Goal of the exercise: Please retype the records below exactly, from the first line through the line containing "middle mcp: (241, 282)", and leave out any pictures.
—————
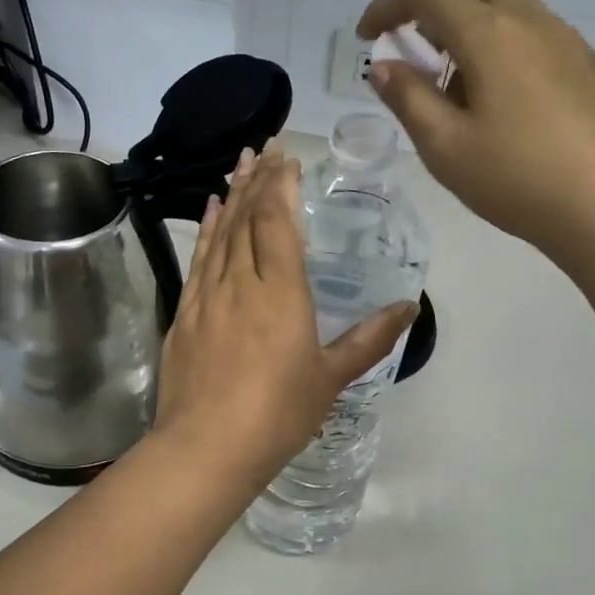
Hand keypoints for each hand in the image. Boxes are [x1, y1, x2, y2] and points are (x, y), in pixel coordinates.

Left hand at [154, 142, 416, 486]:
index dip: (281, 186)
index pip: (278, 222)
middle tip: (262, 146)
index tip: (286, 157)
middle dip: (257, 179)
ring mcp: (207, 296)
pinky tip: (210, 212)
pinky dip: (206, 230)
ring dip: (232, 196)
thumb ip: (370, 339)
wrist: (206, 448)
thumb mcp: (331, 377)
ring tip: (238, 164)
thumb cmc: (278, 414)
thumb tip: (409, 308)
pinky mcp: (185, 314)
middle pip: (248, 219)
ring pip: (220, 233)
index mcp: (281, 292)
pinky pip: (198, 259)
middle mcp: (241, 282)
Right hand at [359, 0, 594, 262]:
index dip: (388, 2)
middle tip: (422, 59)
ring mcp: (570, 42)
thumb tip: (384, 66)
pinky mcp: (593, 69)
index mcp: (490, 34)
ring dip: (475, 32)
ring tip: (463, 94)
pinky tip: (509, 111)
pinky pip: (540, 38)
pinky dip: (508, 51)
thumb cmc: (518, 179)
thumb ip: (408, 99)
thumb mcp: (445, 148)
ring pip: (512, 10)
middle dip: (437, 9)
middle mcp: (533, 22)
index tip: (368, 37)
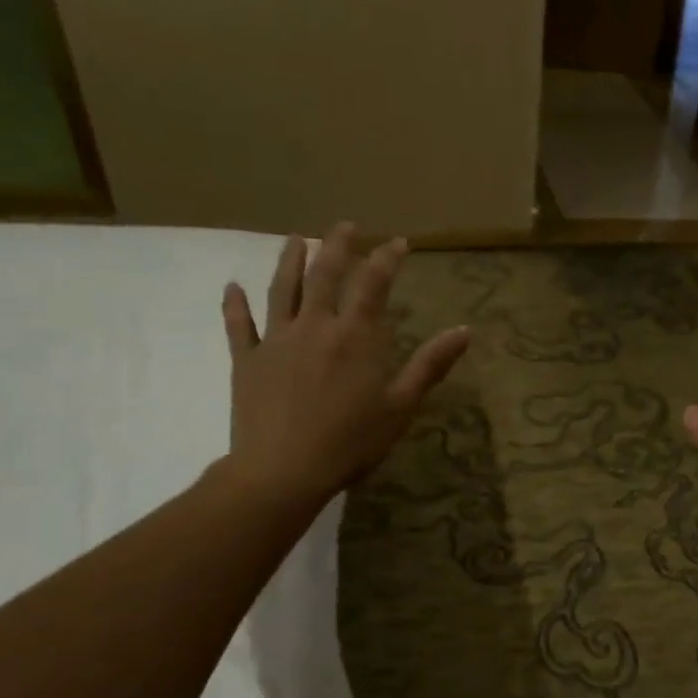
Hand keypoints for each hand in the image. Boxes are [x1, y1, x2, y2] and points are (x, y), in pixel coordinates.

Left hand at [221, 224, 468, 513]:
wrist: (283, 471)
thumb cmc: (351, 441)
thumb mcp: (401, 405)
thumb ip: (431, 364)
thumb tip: (465, 331)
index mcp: (356, 336)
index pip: (374, 284)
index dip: (386, 258)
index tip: (398, 242)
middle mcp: (315, 326)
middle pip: (324, 275)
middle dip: (338, 246)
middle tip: (346, 226)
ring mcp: (277, 341)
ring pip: (282, 290)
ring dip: (289, 260)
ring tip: (296, 239)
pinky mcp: (247, 361)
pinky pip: (239, 326)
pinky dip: (235, 305)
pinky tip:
—————
Exercise response:
Hand keypoints for each hand in the image. Boxes are [x1, y1, x2, y2] and points are (x, y), in pixel coordinates.

Left hand at [154, 142, 416, 486]:
index dip: (281, 186)
index pip: (278, 222)
middle tip: (262, 146)
index tip: (286, 157)
middle dip: (257, 179)
ring mcp: (207, 296)
pinky tip: (210, 212)
pinky dip: (206, 230)
ring dip: (232, 196)
thumb ip: (370, 339)
wrist: (206, 448)
thumb mcp: (331, 377)
ring tip: (238, 164)
thumb cmc: (278, 414)
thumb tip: (409, 308)
pinky mcp: (185, 314)
middle pip: (248, 219)
ring pip: (220, 233)
index mcp: (281, 292)
pinky pip: (198, 259)
middle mcp: (241, 282)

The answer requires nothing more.